The first step to turning around a school, according to Sir Steve Lancashire, chief executive of primary academy trust Reach2, is to make an overall assessment of the school’s strengths and weaknesses.
“When you come into a school, the first thing you do is to establish the strengths and what’s stopping them from succeeding. You need to know why they’re struggling,” he explains. “Usually, expectations are too low.”
Once Lancashire has established what is working and what needs to change, the next thing he does is to get the right leadership team in place.
“As far as possible, I will do this with people who are already in the school and then bring in new members of staff only where necessary,” he says.
And getting the right teaching staff in place is just as important as choosing a good leadership team, says Gemma Clarke, executive headteacher at Brampton Primary Academy in Bexleyheath, Kent.
She initially found recruitment to be a challenge, so began targeting NQTs, working with local initial teacher training providers.
“We did this really early on, so we captured the NQTs who were really hungry for this kind of job. In the end, we had an inexperienced staff, but a team who were passionate and were very willing to experiment and to try new things.

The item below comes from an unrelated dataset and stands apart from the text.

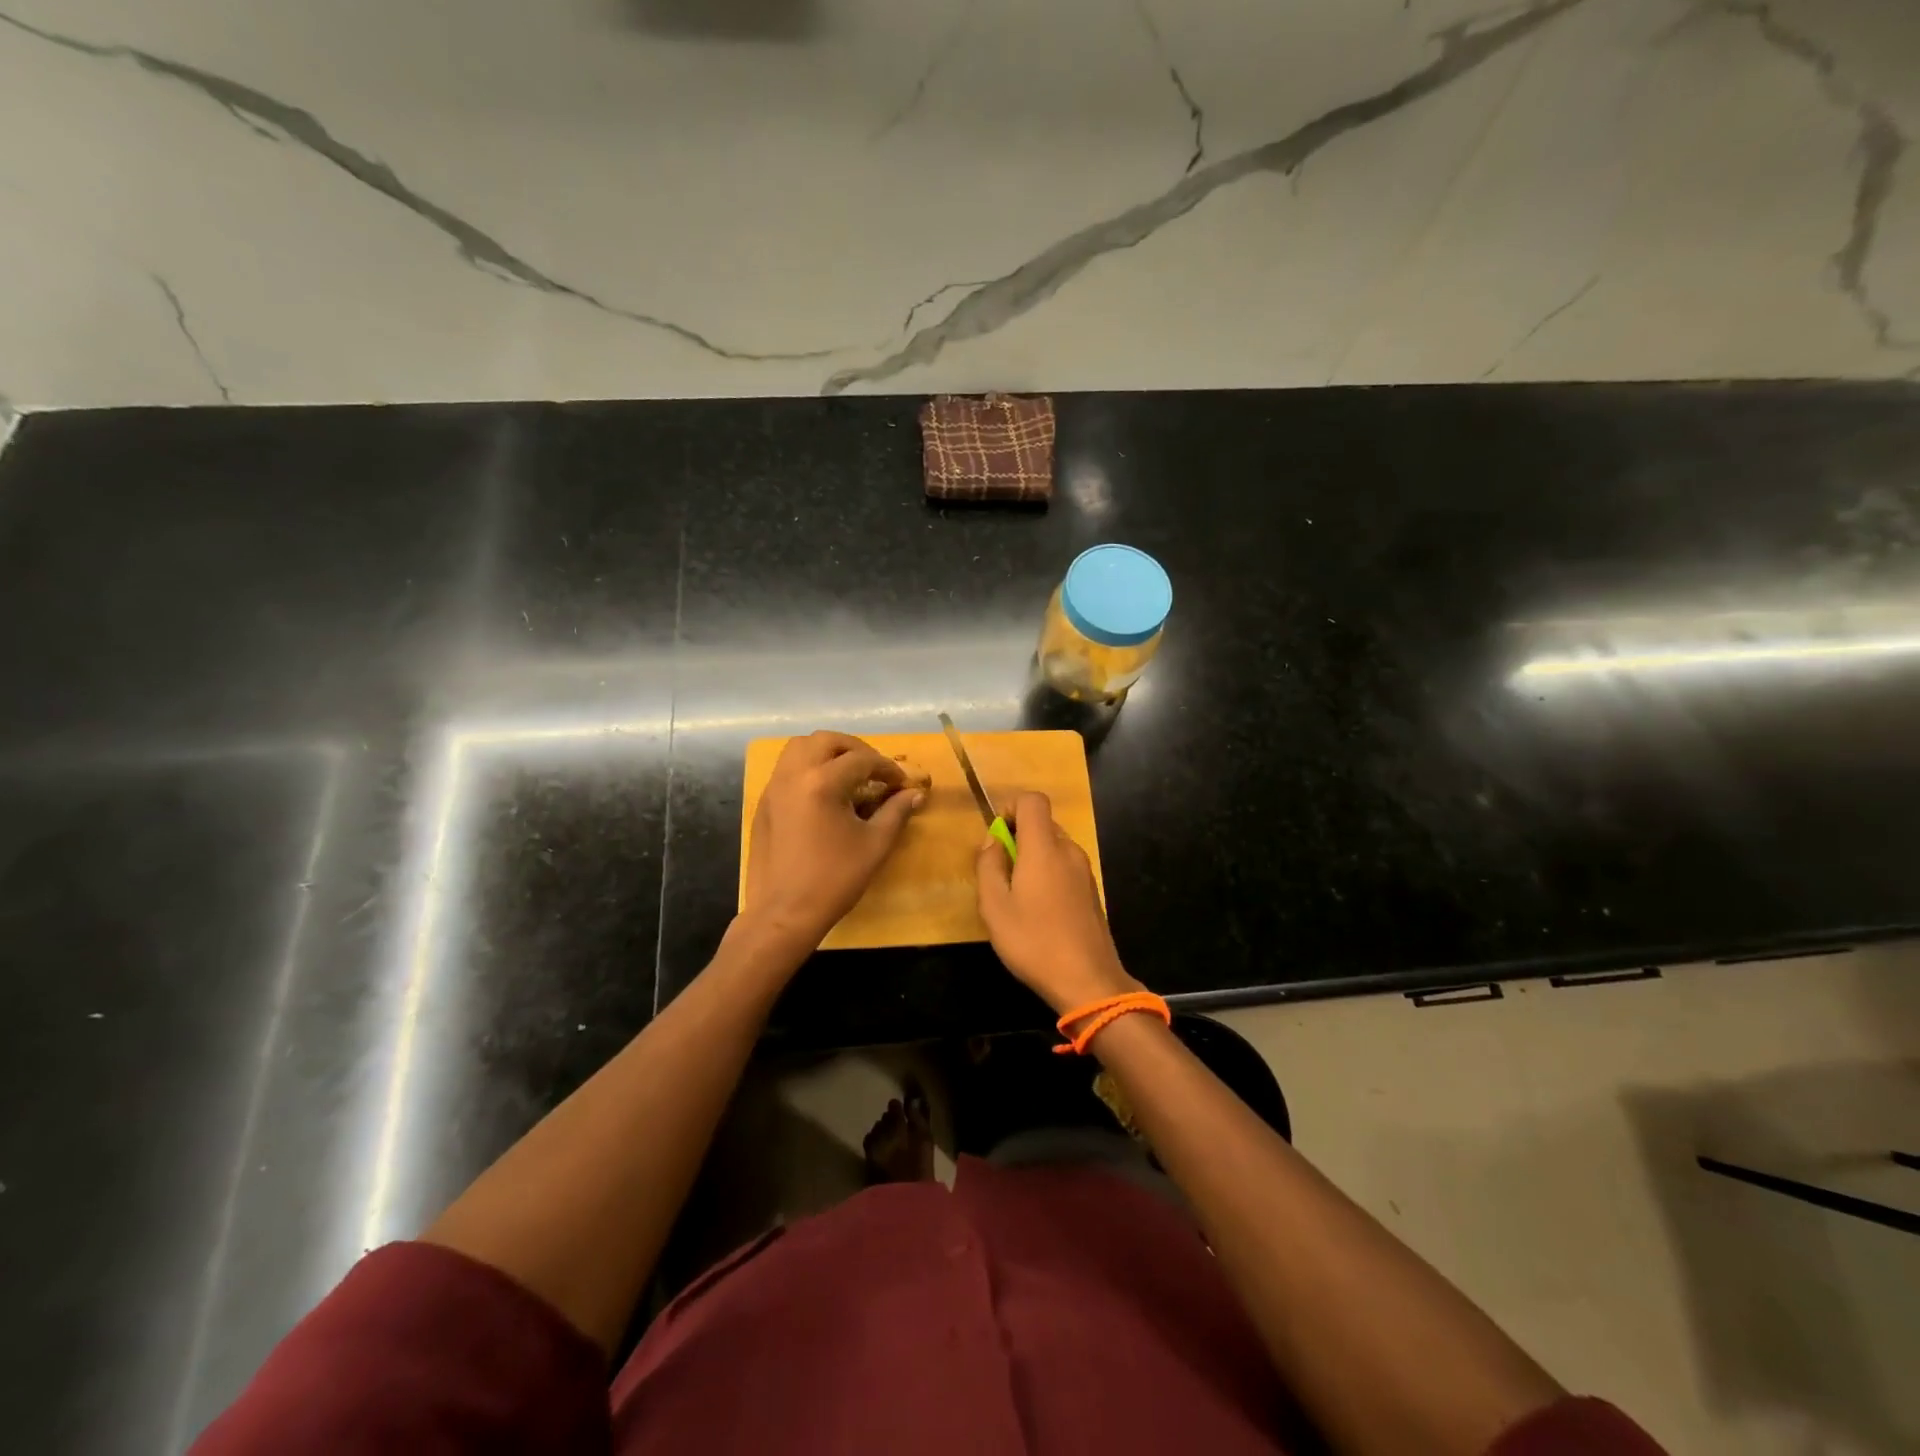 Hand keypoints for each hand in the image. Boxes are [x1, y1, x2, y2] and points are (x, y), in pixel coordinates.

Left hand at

They also really knew their pedagogy, because it was all fresh.”
Most fixer heads agree that once you are happy with your team, the next step is to set up effective systems and procedures within the school.
Niall McWilliams, headteacher of the Oxford Academy, has five focuses: implementing the highest standards for behaviour; offering a broad and varied curriculum, but with a focus on English and maths; providing strong professional development; tracking data “religiously” and reaching out to the local community.
As far as he is concerned, the final step is one of the one of the most important.
“It’s difficult for people in this area,” he says. “Every time you pick up a paper you read about the high crime rates and deprivation. It reinforces the stereotype.”
“[So you have to] stop drawing attention to the difficulties that people face, and talking about the ‘challenging circumstances’ that the school is operating in.
“Part of turning a school around is breaking these stereotypes down. In turn, as the school becomes better, the reputation of the area can begin to change. The two are interconnected.”